My mind immediately shifted to my age (early thirties), my adult responsibilities, my child, my marriage, my abandoned 13 year career in business and I stood in utter disbelief that someone just treated me like I had the intelligence of a lizard in front of everyone in that room. This person didn’t know my name, didn’t know anything about me, or how long I had been a nurse, but he knew I was brand new, and he treated me like I had no business being in the operating room.

I came home and told my husband about it, and I burst into tears. Today, my husband used that experience against me in an argument to quiet me and I relived the experience over again.
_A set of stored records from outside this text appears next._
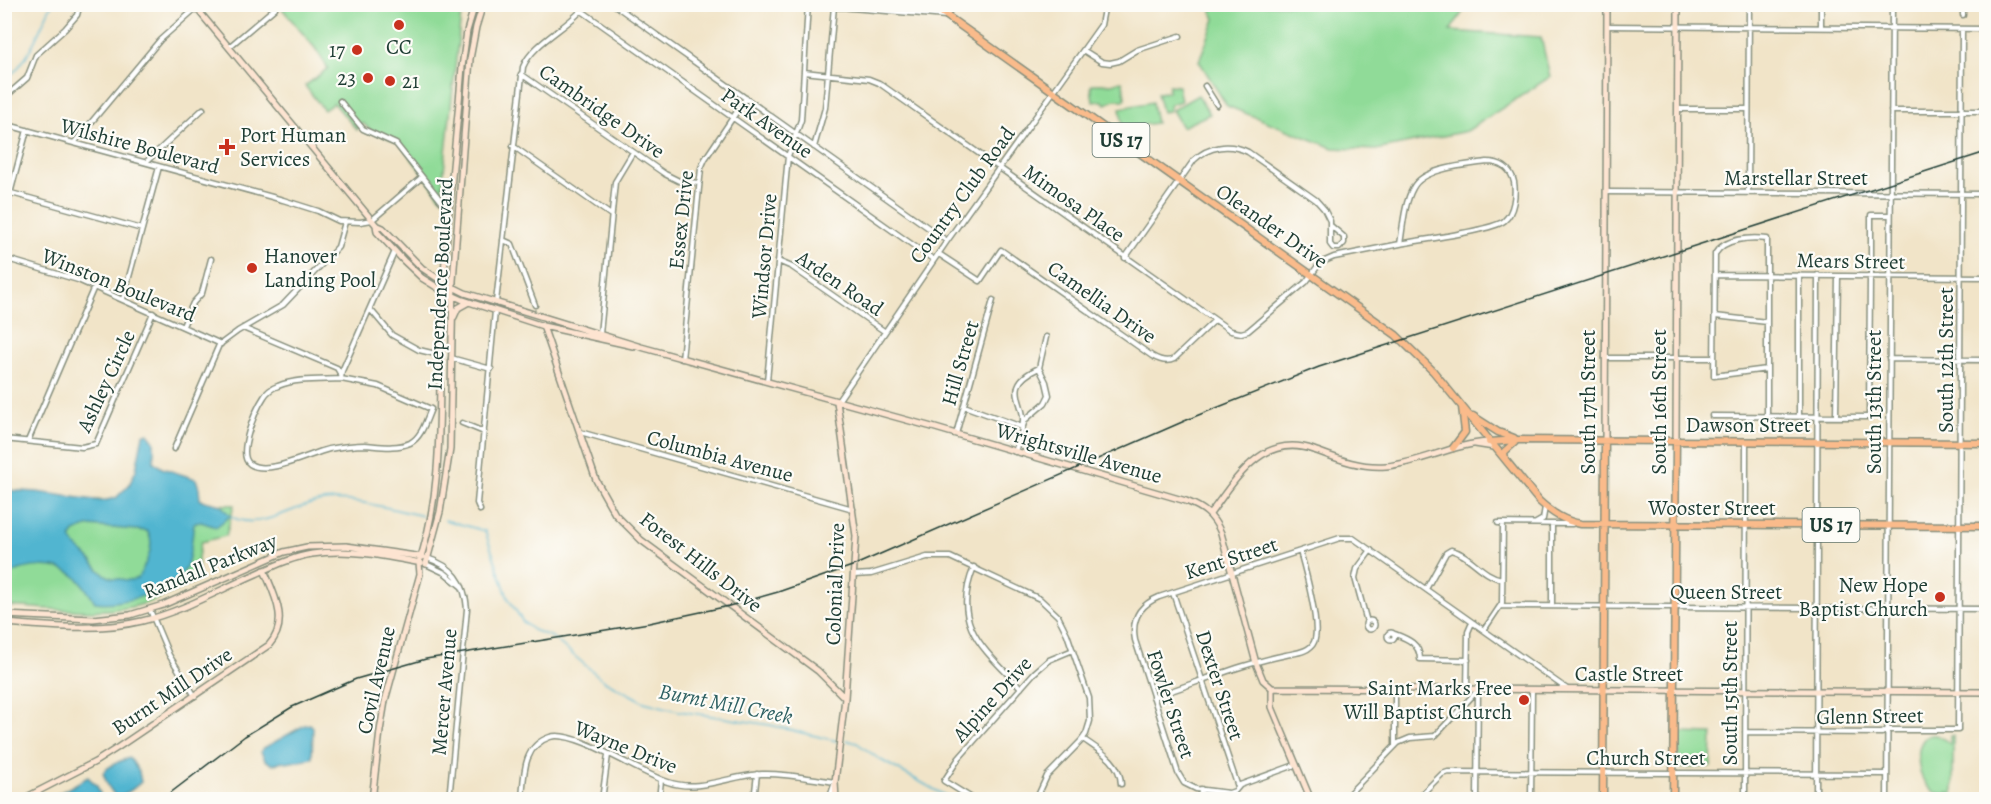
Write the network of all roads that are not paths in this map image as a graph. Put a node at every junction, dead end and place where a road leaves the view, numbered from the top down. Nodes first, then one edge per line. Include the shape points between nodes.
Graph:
1 (80, 4) edge
2 (475, 4) edge
3 (483, 4) edge
4 (587, 4) edge
5 (613, 4) edge
6 (930, 4) edge
7 (955, 4) edge
8 (1105, 4) edge
9 (1607, 4) edge
10 (1678, 4) edge
11 (1749, 4) edge
12 (1821, 4) edge
13 (1892, 4) edge
14 (1963, 4) edge
15 (806, 5) edge
16 (195, 6) edge
17 (273, 6) edge
18 (834, 6) edge
19 (582, 11) junction
20 (1963, 15) dead end
21 (4, 16) edge
22 (946, 16) junction
23 (4, 22) edge
24 (1607, 26) junction
25 (1749, 26) junction
26 (1678, 27) junction
27 (1821, 27) junction
28 (1891, 27) junction
29 (1962, 29) junction
30 (1986, 29) edge
31 (1180, 36) dead end
32 (229, 47) junction
33 (1083, 50) junction
34 (804, 72) junction
35 (521, 74) junction
36 (828, 75) junction
37 (1206, 86) dead end
38 (1053, 93) junction
39 (4, 98) edge
40 (746, 98) junction
41 (340, 101) dead end
42 (1216, 105) dead end
43 (203, 109) dead end
44 (1748, 109) junction
45 (1678, 110) junction
46 (1891, 111) junction
47 (1963, 111) junction
48 (1986, 111) edge
49 (732, 117) junction
50 (4, 124) edge
51 (27, 130) junction
52 (796, 134) junction
53 (74, 143) junction
54 (513, 146) junction
55 (814, 147) junction
56 (633, 152) junction
57 (788, 156) junction
58 (145, 163) junction
59 (159, 167) junction
60 (999, 168) junction
61 (422, 177) junction
62 (1179, 181) junction
63 (699, 183) junction
64 (4, 192) edge
65 (1606, 192) junction
66 (1677, 192) junction
67 (10, 193) junction
68 (1748, 193) junction
69 (1890, 194) junction
70 (1962, 194) junction
71 (1986, 194) edge
72 (442, 202) dead end
73 (611, 215) junction
74 (1890, 215) junction
75 (4, 216) edge
76 (372, 220) junction
77 (345, 222) junction
78 (376, 225) junction
79 (1330, 226) junction
80 (142, 229) junction
81 (503, 240) junction
82 (947, 241) junction
83 (1400, 244) junction
84 (395, 251) junction
85 (939, 254) junction
86 (4, 258) edge
87 (1125, 258) junction
88 (211, 259) dead end
89 (934, 260) junction
90 (778, 261) junction
91 (1311, 275) junction
92 (1716, 275) junction
93 (1768, 275) junction
94 (1799, 275) junction
95 (1818, 275) junction
96 (1838, 276) junction
97 (1870, 276) junction
98 (1890, 276) junction
99 (1961, 277) junction
100 (1986, 277) edge
101 (443, 282) junction
102 (94, 287) junction
103 (453, 287) junction
104 (443, 291) junction
105 (453, 296) junction
106 (123, 299) junction
107 (993, 300) dead end
108 (469, 302) junction
109 (496, 303) junction
110 (535, 305) dead end
111 (370, 309) junction
112 (495, 311) junction
113 (153, 313) junction
114 (1715, 316) junction
115 (1214, 321) junction
116 (1767, 322) junction
117 (453, 324) junction
118 (183, 326) junction
119 (543, 326) junction
120 (243, 328) junction
121 (884, 331) junction
122 (600, 334) junction
123 (1046, 336) dead end
124 (221, 344) junction
125 (641, 347) junction
126 (440, 355) junction
127 (451, 358) junction
128 (1605, 358) junction
129 (1676, 358) junction
130 (1714, 358) junction
131 (682, 359) junction
132 (1889, 359) junction
133 (1960, 360) junction
134 (1986, 360) edge
135 (1040, 368) junction
136 (491, 369) junction
137 (1767, 369) junction
138 (341, 379) junction
139 (767, 382) junction
140 (837, 402) junction
141 (964, 406) junction
142 (1462, 406) junction
143 (1470, 414) junction
144 (1712, 416) dead end
145 (1767, 416) junction
146 (1799, 416) junction
147 (1818, 416) junction
148 (1836, 416) junction
149 (462, 423) dead end
150 (1022, 427) junction
151 (484, 432) junction
152 (579, 432) junction
153 (956, 434) junction
154 (4, 439) edge
155 (1522, 440) junction
156 (28, 441) junction
157 (1605, 441) junction
158 (1676, 441) junction
159 (1746, 442) junction
160 (1818, 442) junction
161 (1889, 442) junction
162 (1960, 443) junction
163 (1986, 443) edge
164 (1491, 445) junction
165 (1453, 448) junction
166 (174, 449) dead end
167 (1015, 452) junction
168 (1506, 462) junction
169 (1545, 507) junction
170 (853, 509) junction
171 (480, 510) dead end
172 (1210, 514) junction
173 (1557, 516) joint
174 (1533, 524) junction
175 (1581, 524) junction
176 (1604, 524) junction
177 (1746, 524) junction
178 (1552, 525) junction
179 (1675, 525) junction
180 (1817, 525) junction
181 (1888, 525) junction
182 (1960, 525) junction
183 (1986, 526) edge
184 (1371, 550) junction
185 (1300, 551) junction
186 (261, 562) junction
187 (423, 562) junction
188 (974, 567) junction
189 (264, 570) junction
190 (1232, 573) junction
191 (854, 575) junction
192 (1502, 579) junction
193 (1426, 589) junction
194 (1173, 593) junction
195 (1501, 606) junction
196 (1552, 606) junction
197 (1604, 606) junction
198 (1675, 607) junction
199 (1746, 608) junction
200 (1816, 608) junction
201 (1888, 608) junction
202 (1959, 609) junction
203 (1986, 609) edge
204 (150, 610) junction
205 (4, 615) edge
206 (1137, 615) joint
207 (154, 618) junction
208 (1367, 622) dead end
209 (4, 623) edge
210 (1474, 623) junction
211 (1484, 630) junction
212 (1395, 634) dead end
213 (1072, 650) junction
214 (1468, 660) junction
215 (1256, 663) junction
216 (1202, 681) junction
217 (1021, 688) junction
218 (1272, 688) junction
219 (1395, 689) junction
220 (1467, 689) junction
221 (1478, 689) junction
222 (1532, 690) junction
223 (1568, 690) junction
224 (1603, 690) junction
225 (1674, 690) junction
226 (1745, 691) junction
227 (1816, 691) junction
228 (1887, 692) junction
229 (1958, 692) junction
230 (1986, 692) edge
231 (195, 696) junction
232 (1153, 697) junction
233 (845, 698) junction
234 (1887, 730) junction
235 (1745, 732) junction
236 (1816, 732) junction
237 (1083, 739) junction
238 (1395, 747) junction
239 (608, 755) junction
240 (1295, 765) junction
241 (1477, 772) junction
242 (1532, 773) junction
243 (1603, 773) junction
244 (1673, 773) junction
245 (1745, 773) junction
246 (757, 774) junction
247 (1816, 774) junction
248 (1887, 774) junction
249 (661, 780) junction
250 (835, 782) junction
251 (1121, 784) dead end
252 (1238, 788) junction
253 (1201, 789) junction
254 (21, 800) edge
255 (372, 800) edge
256 (449, 800) edge
257 (522, 800) edge
258 (602, 800) edge
259 (659, 800) edge
260 (754, 800) edge
261 (829, 800) edge
262 (836, 800) edge
263 (975, 800) edge
264 (1036, 800) edge
265 (1200, 800) edge
266 (1311, 800) edge
267 (1344, 800) edge
268 (1416, 800) edge
269 (1477, 800) edge
270 (1532, 800) edge
271 (1602, 800) edge
272 (1673, 800) edge
273 (1745, 800) edge
274 (1816, 800) edge
275 (1887, 800) edge

1 - 39 street via 79,12 65,29 36,55 27,78
2 - 101 street, Independence Boulevard via 462,60
3 - 103 street, Independence Boulevard via 470,59
4 - 19 street
5 - 40 street, Park Avenue
6 - 22 main road, Oleander Drive / US 17
7 - 22 street
8 - 33 street, Country Club Road via 1101,25
9 - 24 street, South 17th Street
10 - 26 street, South 16th Street
11 - 25 street
12 - 27 street
13 - 28 street, South 13th Street
14 - 20 street
15 - 18 street
15 - 34 street, Windsor Drive
16 - 32 street, Wrightsville Avenue
16 - 53 street via 160,40
17 - 32 street
18 - 22 street
18 - 36 street
19 - 35 street via 530,55
19 - 49 street, Park Avenue
21 - 23 street
22 - 38 main road, Oleander Drive / US 17
24 - 26 street
24 - 65 street, South 17th Street
25 - 26 street
25 - 27 street
25 - 44 street
26 - 45 street, South 16th Street
27 - 28 street
28 - 29 street
28 - 46 street, South 13th Street
29 - 30 street
29 - 47 street, South 12th Street
31 - 33 street via 1110,63
32 - 76 street, Wrightsville Avenue
33 - 38 street, Country Club Road
34 - 36 street, Mimosa Place
34 - 52 street, Windsor Drive via 801,120
35 - 54 street
35 - 56 street, Cambridge Drive
36 - 55 street via 824,114
36 - 60 street, Mimosa Place via 876,81
37 - 42 street
38 - 60 street, Country Club Road
38 - 62 main road, Oleander Drive / US 17
40 - 49 street, Essex Drive
40 - 52 street, Park Avenue
41 - 61 street via 363,129 396,144
43 - 58 street
44 - 45 street
44 - 68 street
45 - 66 street, South 16th Street
46 - 47 street
46 - 69 street, South 13th Street
47 - 48 street
47 - 70 street, South 12th Street
49 - 57 street, Park Avenue
49 - 63 street, Essex Drive via 705,159
50 - 51 street, Wilshire Boulevard
51 - 53 street, Wilshire Boulevard
51 - 67 street
52 - 55 street, Park Avenue
52 - 57 street, Windsor Drive
53 - 58 street, Wilshire Boulevard
54 - 73 street
54 - 81 street
55 - 82 street, Park Avenue
56 - 63 street, Cambridge Drive via 674,179
56 - 73 street via 616,178
57 - 89 street, Park Avenue
57 - 90 street, Windsor Drive
58 - 59 street, Wilshire Boulevard
59 - 77 street, Wilshire Boulevard
59 - 80 street
60 - 82 street, Country Club Road
60 - 87 street, Mimosa Place
61 - 72 street
61 - 76 street
62 - 79 street via 1204,152 1239,148 1316,200
62 - 87 street
62 - 91 main road, Oleander Drive / US 17
63 - 131 street, Essex Drive
64 - 67 street
65 - 66 street, Marstellar Street
65 - 128 street, South 17th Street
66 - 68 street, Marstellar Street
66 - 129 street, South 16th Street
67 - 75 street
67 - 80 street
68 - 69 street, Marstellar Street
69 - 70 street, Marstellar Street
69 - 74 street, South 13th Street
70 - 71 street, Marstellar Street
70 - 99 street, South 12th Street
73 - 122 street
74 - 97 street via 1871,215
74 - 98 street, South 13th Street
76 - 77 street, Wilshire Boulevard
76 - 78 street, Wrightsville Avenue
77 - 120 street via 341,241 332,254 283,305
78 - 84 street, Wrightsville Avenue via 377,232
78 - 101 street, Wrightsville Avenue
79 - 79 street via 1329,242 1339,248 1344,237
80 - 106 street
81 - 109 street
81 - 110 street via 512,244
82 - 85 street, Country Club Road
83 - 83 street, Mimosa Place via 1502,222 1513,203 1510,172 1487,162 1424,176 1411,191
83 - 91 street, Mimosa Place via 1328,258
84 - 104 street, Wrightsville Avenue via 422,278
84 - 111 street
85 - 89 street, Country Club Road
85 - 115 street, Camellia Drive via 980,281 1001,250 1163,361 1174,359
86 - 102 street, Winston Boulevard
87 - 115 street, Mimosa Place
88 - 118 street via 203,289
89 - 121 street, Country Club Road
90 - 121 street, Arden Road
90 - 139 street, Windsor Drive
91 - 115 street, Mimosa Place via 1248,331 1231,331
91 - 142 main road, Oleander Drive / US 17 via 1412,348
92 - 93 street, Mears Street
92 - 93 street via 1718,249 1734,241 1761,238 1767,239
92 - 114 street
93 - 94 street, Mears Street
93 - 116 street
94 - 95 street, Mears Street
94 - 146 street
95 - 96 street, Mears Street
95 - 147 street
96 - 97 street, Mears Street
96 - 148 street
97 - 98 street, Mears Street
97 - 148 street via 1869,417
98 - 99 street, Mears Street
98 - 132 street, South 13th Street
99 - 100 street, Mears Street
99 - 133 street, South 12th Street
101 - 103 street, Wrightsville Avenue
101 - 104 street, Independence Boulevard
102 - 106 street, Winston Boulevard
102 - 156 street
103 - 105 street, Independence Boulevard
103 - 109 street, Wrightsville Avenue
104 - 105 street, Wrightsville Avenue
104 - 126 street, Independence Boulevard
105 - 108 street, Wrightsville Avenue
105 - 117 street, Independence Boulevard
106 - 113 street, Winston Boulevard
107 - 141 street, Hill Street
108 - 112 street, Wrightsville Avenue
108 - 117 street via 458,308
109 - 122 street, Wrightsville Avenue
111 - 126 street via 392,335 419,350
111 - 138 street
112 - 119 street, Wrightsville Avenue
112 - 136 street
113 - 118 street, Winston Boulevard
113 - 156 street, Ashley Circle via 96,444 82,447
114 - 116 street
114 - 130 street
116 - 137 street
117 - 127 street, Independence Boulevard
118 - 124 street, Winston Boulevard
119 - 125 street, Wrightsville Avenue
119 - 152 street, Forest Hills Drive
120 - 124 street
120 - 138 street via 337,368
121 - 140 street, Country Club Road
122 - 125 street, Wrightsville Avenue
123 - 135 street
124 - 166 street
125 - 131 street, Wrightsville Avenue
126 - 187 street, Independence Boulevard via 437,478
127 - 136 street
127 - 187 street, Independence Boulevard via 450,449 440,512
128 - 129 street
128 - 157 street, South 17th Street
129 - 130 street
129 - 158 street, South 16th Street
130 - 137 street via 1714,376
131 - 139 street, Wrightsville Avenue
132 - 133 street
132 - 161 street, South 13th Street
133 - 134 street
133 - 162 street, South 12th Street
135 - 150 street via 1017,388
135 - 150 street via 1049,395
136 - 151 street
137 - 145 street
138 - 138 street via 286,383 267,393 246,440 244,455 249,463 260,467 282,465 328,450 362,445 397,447 417,438 431,409 378,386
139 - 140 street, Wrightsville Avenue
140 - 153 street, Wrightsville Avenue
140 - 170 street, Colonial Drive
141 - 150 street
141 - 153 street, Hill Street
142 - 143 main road, Oleander Drive / US 17
142 - 165 main road via 1465,432
143 - 155 main road, US 17 via 1498,432
143 - 164 main road, Oleander Drive / US 17
144 - 145 street
145 - 146 street
146 - 147 street
147 - 148 street
147 - 160 street
149 - 151 street
150 - 167 street
151 - 171 street via 477,503
152 - 170 street, Columbia Avenue
152 - 233 street, Forest Hills Drive via 600,489 629,529 818,671
153 - 167 street, Wrightsville Avenue
154 - 156 street, Ashley Circle
155 - 157 main road, Dawson Street / US 17
155 - 164 main road, Dawson Street / US 17
155 - 168 main road via 1506,448
157 - 158 main road, Dawson Street
157 - 176 main road, South 17th Street
158 - 159 main road, Dawson Street
158 - 179 main road, South 16th Street
159 - 160 main road, Dawson Street
159 - 177 street, South 15th Street
160 - 161 main road, Dawson Street
160 - 180 street
161 - 162 main road, Dawson Street
161 - 181 street, South 13th Street
162 - 163 main road, Dawson Street
162 - 182 street, South 12th Street
164 - 165 street, Dawson Street
164 - 168 main road, Oleander Drive / US 17
165 - 172 street, Dawson Street via 1411,462 1382,466 1349,463 1303,448 1281,448 1249,463
167 - 172 street, Wrightsville Avenue via 1186,501
168 - 169 main road, Oleander Drive / US 17
169 - 173 main road, Oleander Drive / US 17
169 - 174 street via 1542,519
170 - 191 street, Colonial Drive
172 - 190 street via 1221,533
173 - 175 main road, Wooster Street / US 17
174 - 178 street, Wooster Street
174 - 192 street, Wooster Street via 1500,523
175 - 176 main road, Wooster Street / US 17
175 - 178 street, Wooster Street
176 - 179 main road, Wooster Street / US 17
176 - 197 main road, South 17th Street
177 - 179 main road, Wooster Street / US 17
177 - 180 main road, Wooster Street / US 17
177 - 199 street, South 15th Street
178 - 196 street
179 - 198 main road, South 16th Street
180 - 181 main road, Wooster Street / US 17
180 - 200 street
181 - 182 main road, Wooster Street / US 17
181 - 201 street, South 13th Street
182 - 183 main road, Wooster Street / US 17
182 - 202 street, South 12th Street
184 - 185 street, Kent Street via 1353,538 1340,538
184 - 193 street
184 - 208 street via 1355,578
185 - 190 street, Kent Street
185 - 215 street via 1311,594 1316,635 1313,645
186 - 187 street, Randall Parkway via 298,548 330,545
186 - 189 street
186 - 204 street, Randall Parkway
187 - 189 street, Randall Parkway via 333,552 298,557
187 - 255 street, Covil Avenue via 385,701
187 - 256 street, Mercer Avenue via 452,571 462,583 467,609
188 - 191 street via 950,557 933,556 871,574
188 - 213 street via 1046,603 1061,621
188 - 217 street via 966,594 968,622 981,645
189 - 207 street, Randall Parkway
189 - 231 street, Burnt Mill Drive via 279,608 275,637 265,649
190 - 194 street, Kent Street
190 - 215 street
191 - 233 street, Colonial Drive
192 - 193 street via 1452,550 1447,552
192 - 195 street
193 - 210 street
194 - 206 street, Kent Street via 1149,602
194 - 216 street, Dexter Street
195 - 196 street, Queen Street
195 - 211 street
196 - 197 street, Queen Street
197 - 198 street, Queen Street
197 - 224 main road, South 17th Street
198 - 199 street, Queen Street
198 - 225 main road, South 16th Street
199 - 200 street, Queen Street
199 - 226 street, South 15th Street
200 - 201 street, Queen Street
200 - 227 street
201 - 202 street, Queen Street
201 - 228 street, South 13th Street
202 - 203 street, Queen Street
202 - 229 street, South 12th Street
204 - 205 street, Randall Parkway via 99,619
204 - 207 street
206 - 232 street, Fowler Street via 1134,636
207 - 209 street, Randall Parkway via 98,627
207 - 231 street via 169,656
210 - 211 street
210 - 214 street via 1468,632
211 - 223 street
212 - 214 street via 1417,646 1420,659
213 - 217 street, Alpine Drive via 1049,660
213 - 237 street via 1091,710
214 - 220 street
215 - 216 street
215 - 218 street via 1263,680
216 - 232 street
216 - 252 street, Dexter Street
217 - 263 street, Alpine Drive via 959,758 944,781
218 - 219 street, Castle Street
218 - 240 street via 1272,707
219 - 220 street, Castle Street
219 - 238 street
220 - 221 street, Castle Street
221 - 222 street, Castle Street
221 - 238 street via 1437,734 1410,738
221 - 241 street
222 - 223 street, Castle Street
222 - 242 street
223 - 224 street, Castle Street
224 - 225 street, Castle Street
224 - 243 main road, South 17th Street
225 - 226 street, Castle Street
225 - 244 main road, South 16th Street
226 - 227 street, Castle Street
226 - 235 street, South 15th Street
227 - 228 street, Castle Street
227 - 236 street
228 - 229 street, Castle Street
228 - 234 street, South 13th Street
229 - 230 street, Castle Street
229 - 234 street, Glenn Street via 1958,730
231 - 254 street, Burnt Mill Drive via 94,762
232 - 253 street, Fowler Street via 1180,778
233 - 250 street
234 - 236 street, Glenn Street
234 - 248 street, South 13th Street
235 - 236 street, Glenn Street
235 - 245 street, South 15th Street
236 - 247 street
237 - 251 street via 1113,761
237 - 264 street via 1048,775
238 - 267 street
239 - 249 street, Wayne Drive
239 - 257 street, Wayne Drive via 567,736 545,739 526,760
239 - 258 street
240 - 252 street
240 - 266 street
241 - 242 street, Church Street
241 - 268 street, Church Street via 1444,773
241 - 269 street
242 - 243 street, Church Street
242 - 270 street
243 - 244 street, Church Street
243 - 271 main road, South 17th Street
244 - 245 street, Church Street
244 - 272 main road, South 16th Street
245 - 247 street, Church Street
245 - 273 street, South 15th Street
246 - 249 street, Wayne Drive via 690,786
246 - 250 street, Wayne Drive
246 - 260 street
247 - 248 street, Church Street
247 - 274 street
248 - 275 street, South 13th Street
249 - 259 street
250 - 261 street
250 - 262 street
252 - 253 street via 1226,793
253 - 265 street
I have been analyzing and analyzing why I have held onto that experience so painfully over the past couple of days and how I’m going to move past it and go back into that OR another day. The only thing I can come up with is to focus on the positive experiences I have had.
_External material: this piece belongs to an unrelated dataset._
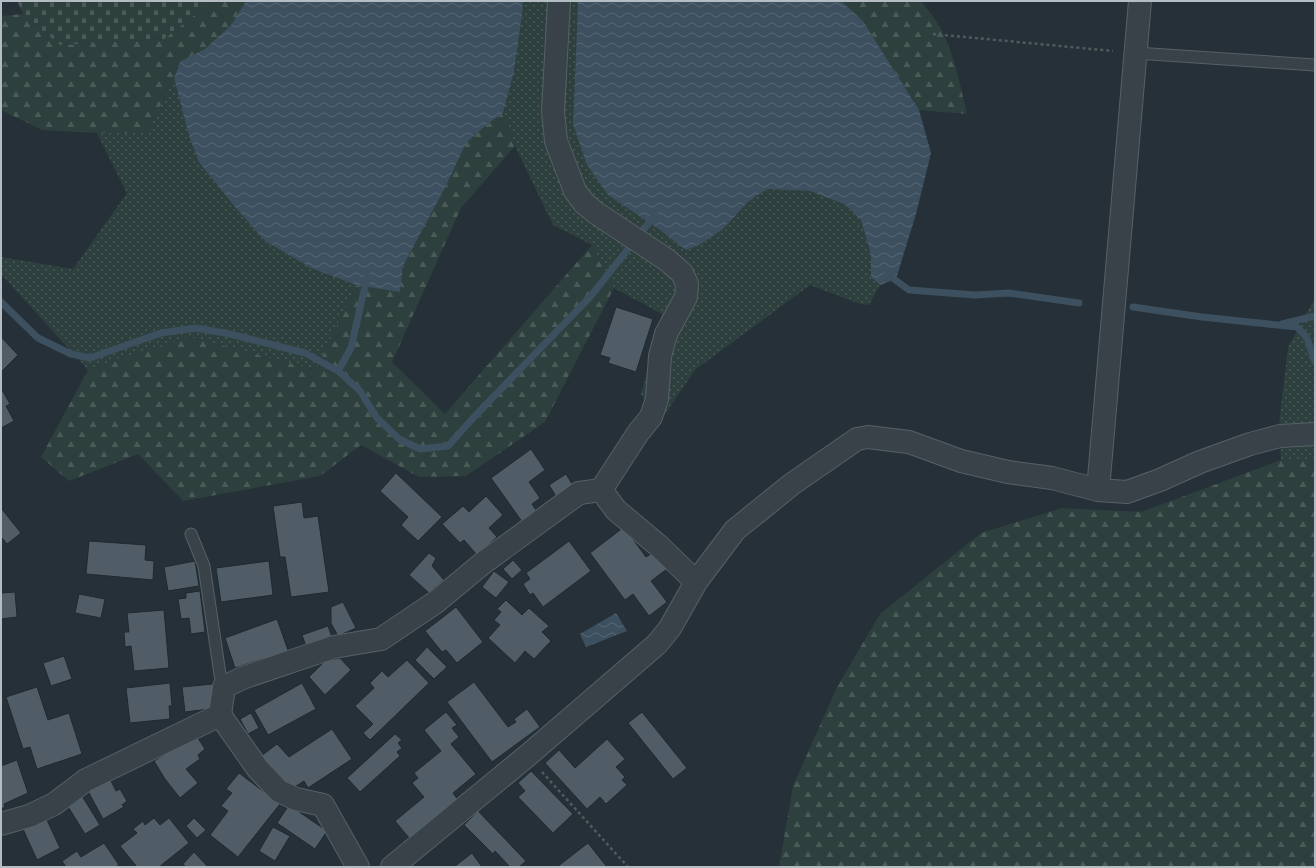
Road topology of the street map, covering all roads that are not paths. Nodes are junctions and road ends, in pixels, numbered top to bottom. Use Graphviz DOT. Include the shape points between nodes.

Just the morning before I was in a completely different room with a surgeon who let me have all the time in the world to prep a patient. He was so patient, so nice and so encouraging. He and all of the staff in the room added to a day that would go down as one of the most memorable in my career. Yet, here I was spending all of my time thinking about the man who made me feel so small and insignificant.

My remedy?


Yes. KitKat bars. I’m going to focus on the good surgeons. The ones that make me feel like the beginnings of an awesome OR nurse. The ones who spend the time helping me become a good colleague and skilled nurse. I’m going to tape kit-kat bars to little thank you cards that read something along the lines of:

“Thank you for giving this new nurse a break. You fostered a safe, enjoyable work environment that was ideal for learning to take place. This is a skill that not everyone possesses, but I hope you find solace in knowing that you do.



Isn’t that great? Giving the great doctors the recognition they deserve while simultaneously giving his not so nice colleagues the hypothetical finger. What’s even better is that I can give them to staff as well. But, right now, my targets are the surgeons.

At least then I won’t feel so helpless at the other end of their terrible attitudes. At least I could feel like I did something about it, if only indirectly, by praising those who were good to me while completely and totally giving the KitKat shaft to the jerks who don’t deserve my time of day.

What do you do to deal with rude team members?